Procedure Code and description

73030 – Radiologic examination, shoulder; complete, minimum of 2 views  – average fee amount – $25 – $30

73040 – Radiologic examination, shoulder, arthrography, radiological supervision and interpretation average fee amount – $90- $120


73020 – Radiologic examination, shoulder; 1 view

Non-interventional Diagnostic Imaging

Non-invasive/interventional diagnostic imaging includes but is not limited to standard radiographs, single or multiple views, contrast studies, computerized tomography and magnetic resonance imaging. The Procedure Manual allows for various combinations of codes to address the number and type of radiographic views. For a given radiographic series, the procedure code that most
accurately describes what was performed should be reported. Because the number of views necessary to obtain medically useful information may vary, a complete review of Procedure coding options for a given radiographic session is important to assure accurate coding with the most comprehensive code describing the services performed rather than billing multiple codes to describe the service.

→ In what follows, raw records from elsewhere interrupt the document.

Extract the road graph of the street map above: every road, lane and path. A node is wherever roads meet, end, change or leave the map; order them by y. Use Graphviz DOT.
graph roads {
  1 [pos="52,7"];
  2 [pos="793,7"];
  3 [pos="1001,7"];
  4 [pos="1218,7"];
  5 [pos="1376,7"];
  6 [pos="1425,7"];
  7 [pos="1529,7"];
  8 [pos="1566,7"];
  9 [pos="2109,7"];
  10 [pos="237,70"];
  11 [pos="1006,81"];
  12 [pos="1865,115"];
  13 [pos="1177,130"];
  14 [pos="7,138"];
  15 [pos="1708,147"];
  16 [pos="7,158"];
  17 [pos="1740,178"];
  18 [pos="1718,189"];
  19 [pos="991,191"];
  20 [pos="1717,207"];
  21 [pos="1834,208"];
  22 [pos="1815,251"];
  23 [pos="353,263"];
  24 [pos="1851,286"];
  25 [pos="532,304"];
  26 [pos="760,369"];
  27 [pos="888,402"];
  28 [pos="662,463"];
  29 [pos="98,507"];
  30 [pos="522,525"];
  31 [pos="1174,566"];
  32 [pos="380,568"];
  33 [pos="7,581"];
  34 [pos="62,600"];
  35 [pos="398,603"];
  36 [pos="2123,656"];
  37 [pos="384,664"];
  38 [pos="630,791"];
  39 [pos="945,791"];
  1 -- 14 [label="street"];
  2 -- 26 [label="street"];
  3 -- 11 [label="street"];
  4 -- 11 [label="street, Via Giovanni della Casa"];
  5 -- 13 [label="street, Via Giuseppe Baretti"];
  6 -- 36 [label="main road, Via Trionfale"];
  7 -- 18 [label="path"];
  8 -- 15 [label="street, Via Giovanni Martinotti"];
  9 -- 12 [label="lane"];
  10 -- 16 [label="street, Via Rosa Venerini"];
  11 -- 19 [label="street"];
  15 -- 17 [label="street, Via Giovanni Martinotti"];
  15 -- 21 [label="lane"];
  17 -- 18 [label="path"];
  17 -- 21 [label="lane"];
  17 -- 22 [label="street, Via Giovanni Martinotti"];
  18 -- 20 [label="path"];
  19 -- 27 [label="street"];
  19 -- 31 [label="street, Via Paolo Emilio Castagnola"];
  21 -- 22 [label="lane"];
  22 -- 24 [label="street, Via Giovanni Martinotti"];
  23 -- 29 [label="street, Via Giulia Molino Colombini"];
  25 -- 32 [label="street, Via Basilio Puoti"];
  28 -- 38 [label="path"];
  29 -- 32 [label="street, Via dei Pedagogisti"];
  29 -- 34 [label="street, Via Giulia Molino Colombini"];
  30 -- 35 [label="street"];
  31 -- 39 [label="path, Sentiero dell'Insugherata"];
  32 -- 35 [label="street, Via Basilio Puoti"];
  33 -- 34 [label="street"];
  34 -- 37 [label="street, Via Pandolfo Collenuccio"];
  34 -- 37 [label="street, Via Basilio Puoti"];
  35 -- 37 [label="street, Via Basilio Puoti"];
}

1. If radiographs have to be repeated in the course of a radiographic encounter due to substandard quality, only one unit of service for the code can be reported. If the radiologist elects to obtain additional views after reviewing initial films in order to render an interpretation, the Medicare policy on the ordering of diagnostic tests must be followed. The Procedure code describing the total service should be reported, even if the patient was released from the radiology suite and had to return
for additional services. The Procedure descriptors for many of these services refer to a “minimum” number of views. If more than the minimum number specified is necessary and no other more specific Procedure code is available, only that service should be reported.  However, if additional films are necessary due to a change in the patient’s condition, separate reporting may be appropriate.

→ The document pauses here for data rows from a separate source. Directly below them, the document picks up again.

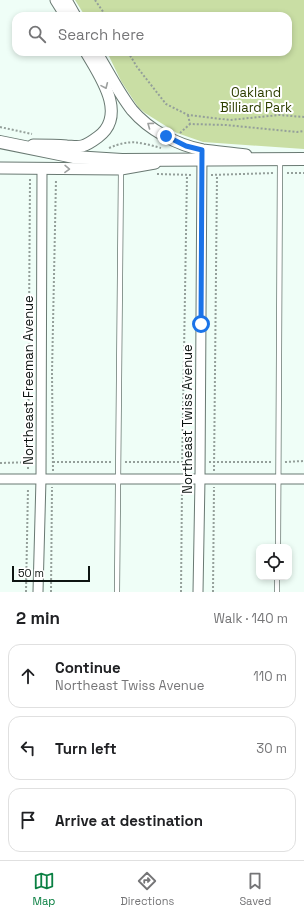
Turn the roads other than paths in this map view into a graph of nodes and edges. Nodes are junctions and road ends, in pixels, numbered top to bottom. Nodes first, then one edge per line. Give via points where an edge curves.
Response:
1 (56, 0) edge
2 (66, 0) edge
3 (64, 12) edge
4 (73, 12) edge
5 (88, 56) edge
6 (98, 56) edge
7 (0, 142) edge
8 (12, 145) junction
9 (202, 155) junction
10 (280, 159) junction
11 (304, 159) edge
12 (176, 160) junction
13 (0, 168) edge
14 (42, 168) junction
15 (121, 169) junction
16 (0, 479) edge
17 (41, 479) junction
18 (119, 479) junction
19 (200, 479) junction
20 (279, 479) junction
21 (304, 479) edge
22 (278, 544) edge
23 (278, 580) edge
24 (38, 592) edge
25 (117, 592) edge
26 (198, 592) edge
27 (277, 592) edge

1 - 3 street
2 - 4 street
5 -> 8 street via 110,101 112,114 108,127 82,146
9 -> 6 street via 141,119 119,91
7 - 8 main road
8 - 12 main road via 74,157
9 - 10 main road
9 - 12 main road
9 - 19 street, Northeast Twiss Avenue
10 - 11 main road
10 - 20 lane
12 - 15 street
13 - 14 street
14 -> 15 street
14 - 17 street, Northeast Freeman Avenue
15 - 18 lane
16 - 17 street
17 - 18 street
17 - 24 street, Northeast Freeman Avenue
18 - 19 street
18 - 25 lane
19 - 20 street
19 - 26 street, Northeast Twiss Avenue
20 - 21 street
20 - 22 lane
23 - 27 lane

2. Procedure code descriptors that specify a minimum number of views include additional views if there is no more comprehensive code specifically including the additional views. For example, if three views of the shoulder are obtained, Procedure code 73030 (Radiologic examination, shoulder; complete, minimum of two views) with one unit of service should be reported rather than
Procedure code 73020 (Radiologic examination, shoulder; one view) plus Procedure code 73030.

LT, RT Modifier usage 

 Modifiers LT and RT are only considered valid for procedure codes specific to body parts that exist only twice in the body, once on the left and once on the right (paired body parts). For example, eye procedures (e.g. cataract surgery) and knee procedures (e.g. total knee replacement).
Modifiers LT and RT should be used when a procedure was performed on only one side of the body, to identify which one of the paired organs was operated upon.

LT and RT are not considered valid for toe procedures, excision of lesions, tendon/ligament injections (20550), or needle placements, etc. (Use finger and toe modifiers for finger and toe procedure codes; use eyelid modifiers for eyelid procedures.)

If the code description is for a structure that occurs multiple times on one side of the body (e.g. fingers, tendons, nerves, etc.) and is not specific enough for you to be able to mark on a body diagram where the left or right procedure is performed without looking at the medical record (e.g. place an “x” on the left shoulder for 73030-LT), then LT and RT are not valid modifiers.

(Modifier -59 may be needed to indicate a separate lesion, separate nerve, separate tendon, etc. for non-paired procedure codes.)


ANALYSIS AND FINDING


Based on review of the case file the following is noted:

* ISSUE IN DISPUTE: Denial of CPT codes: 99285, 94770, 96360 and 94761

* Provider billed the disputed CPT codes on a UB04, bill type 131 for date of service 9/19/2014. In addition to the disputed codes, CPT 73030, 23650 and 99144 were billed. The Claims Administrator reimbursed the Provider $36.36 for CPT 73030 and $191.09 for CPT 23650.

* Based on the NCCI edits The following code pairs generally cannot be reported together: 23650 and 94770; 23650 and 96360; 94761 and 99285;

* Modifier Indicator column shows ‘1’ which states if a proper modifier is appended to the correct code and documentation supports the use of the procedure code then the edit may be overridden

* ISSUE IN DISPUTE: The Provider is seeking additional reimbursement for CPT 94770 and 73020-RT.

* The Provider billed the disputed codes as part of an emergency room visit for date of service 5/20/2015.

* Provider billed CPT 73020-RT and 73030-RT for the same date of service. The two codes are not reported together, unless separate reimbursement supported by documentation and an appropriate modifier. The only modifier appended was RT, services were performed on the same shoulder (right). If billing for pre and post X-rays, Modifier 59 would identify the procedures as separate and services.